From today cash payments for metal at scrap recycling yards will be outlawed under new laws aimed at cutting metal theft. In recent years thieves have targeted churches, railways and even war memorials.
Police estimate metal theft costs the UK economy more than £700 million a year. Phil Brewster reports.
Today, new laws come in banning cash payments for scrap metal.
The aim is to prevent the theft of metal from places like churches, railway lines & war memorials.
Cash transactions for scrap metal weighed in at recycling plants will be scrapped today.
It's in a bid to crack down on cable theft that's been plaguing the railway industry for years.

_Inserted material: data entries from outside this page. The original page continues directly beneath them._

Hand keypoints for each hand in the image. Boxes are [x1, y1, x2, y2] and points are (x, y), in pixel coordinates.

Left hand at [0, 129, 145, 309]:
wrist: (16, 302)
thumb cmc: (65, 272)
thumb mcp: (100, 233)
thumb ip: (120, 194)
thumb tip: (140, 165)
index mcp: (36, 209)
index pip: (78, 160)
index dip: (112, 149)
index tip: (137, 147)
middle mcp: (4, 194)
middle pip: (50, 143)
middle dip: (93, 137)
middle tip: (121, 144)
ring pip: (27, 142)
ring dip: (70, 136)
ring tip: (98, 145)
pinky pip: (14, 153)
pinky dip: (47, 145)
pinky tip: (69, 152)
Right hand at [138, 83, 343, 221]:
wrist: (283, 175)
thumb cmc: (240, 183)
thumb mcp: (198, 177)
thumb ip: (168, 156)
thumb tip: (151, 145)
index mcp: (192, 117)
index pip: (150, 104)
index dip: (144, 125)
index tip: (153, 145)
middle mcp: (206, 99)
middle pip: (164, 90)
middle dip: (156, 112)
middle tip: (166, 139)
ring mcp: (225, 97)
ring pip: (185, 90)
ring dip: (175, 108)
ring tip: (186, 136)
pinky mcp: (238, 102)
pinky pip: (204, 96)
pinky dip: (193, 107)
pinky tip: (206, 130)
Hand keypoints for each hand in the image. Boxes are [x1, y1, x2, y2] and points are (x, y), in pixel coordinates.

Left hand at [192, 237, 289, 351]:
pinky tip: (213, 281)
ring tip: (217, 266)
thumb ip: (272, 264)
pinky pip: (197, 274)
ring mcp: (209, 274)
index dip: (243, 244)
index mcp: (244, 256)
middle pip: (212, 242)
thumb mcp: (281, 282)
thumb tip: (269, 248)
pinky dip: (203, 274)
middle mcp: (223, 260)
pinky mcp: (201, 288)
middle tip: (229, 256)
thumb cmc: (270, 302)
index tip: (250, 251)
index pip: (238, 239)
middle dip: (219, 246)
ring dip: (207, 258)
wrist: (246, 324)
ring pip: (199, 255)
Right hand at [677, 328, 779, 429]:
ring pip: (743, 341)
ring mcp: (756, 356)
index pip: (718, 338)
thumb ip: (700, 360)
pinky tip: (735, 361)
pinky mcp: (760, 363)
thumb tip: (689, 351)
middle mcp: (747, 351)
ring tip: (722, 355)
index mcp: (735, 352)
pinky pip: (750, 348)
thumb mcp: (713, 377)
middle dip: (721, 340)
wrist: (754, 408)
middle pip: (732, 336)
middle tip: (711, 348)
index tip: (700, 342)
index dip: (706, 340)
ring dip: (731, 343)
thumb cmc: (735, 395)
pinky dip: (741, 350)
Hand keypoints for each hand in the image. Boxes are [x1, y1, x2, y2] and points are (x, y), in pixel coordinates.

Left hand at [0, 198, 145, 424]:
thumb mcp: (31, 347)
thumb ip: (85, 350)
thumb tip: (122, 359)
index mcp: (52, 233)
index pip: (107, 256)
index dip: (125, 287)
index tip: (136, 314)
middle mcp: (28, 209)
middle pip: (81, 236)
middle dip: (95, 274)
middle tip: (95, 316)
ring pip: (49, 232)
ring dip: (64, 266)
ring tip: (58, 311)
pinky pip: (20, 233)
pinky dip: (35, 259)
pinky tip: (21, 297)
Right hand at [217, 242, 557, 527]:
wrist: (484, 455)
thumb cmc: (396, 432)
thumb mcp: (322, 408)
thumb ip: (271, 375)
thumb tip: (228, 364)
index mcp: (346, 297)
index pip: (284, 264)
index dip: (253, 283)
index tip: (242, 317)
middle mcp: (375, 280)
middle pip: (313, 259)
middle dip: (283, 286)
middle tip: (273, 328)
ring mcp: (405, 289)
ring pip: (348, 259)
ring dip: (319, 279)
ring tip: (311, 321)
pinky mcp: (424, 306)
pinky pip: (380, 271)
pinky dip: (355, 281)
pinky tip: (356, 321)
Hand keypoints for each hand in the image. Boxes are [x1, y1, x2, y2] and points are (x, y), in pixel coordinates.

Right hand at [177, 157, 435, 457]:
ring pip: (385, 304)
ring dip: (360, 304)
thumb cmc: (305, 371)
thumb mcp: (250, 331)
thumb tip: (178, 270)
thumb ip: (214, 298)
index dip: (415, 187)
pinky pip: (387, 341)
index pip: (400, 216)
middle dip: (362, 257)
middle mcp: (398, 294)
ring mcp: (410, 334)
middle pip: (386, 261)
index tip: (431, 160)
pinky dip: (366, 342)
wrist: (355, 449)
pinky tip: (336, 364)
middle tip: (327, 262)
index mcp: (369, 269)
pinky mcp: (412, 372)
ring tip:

The Legal Aid, Sentencing and Punishment of Offenders Act has been amended to close loopholes that allows criminals to weigh their stolen scrap metal in, for cash.
Incidents of cable theft have dropped from more than 2,600 in 2011 to under 1,300 so far this year, but it is still considered high compared to recent years.
Under the change, all cash transactions for metal at recycling yards across the country will be outlawed to get rid of the "cash-in-hand, no questions asked" culture.
Police forces across the East Midlands are joining together to combat metal thefts. The problem costs local authorities hundreds of thousands of pounds every year.
In Nottinghamshire alone, there have been nearly two hundred thefts in the last month. But from today, anyone wishing to sell metal will have to carry identification so they can be traced.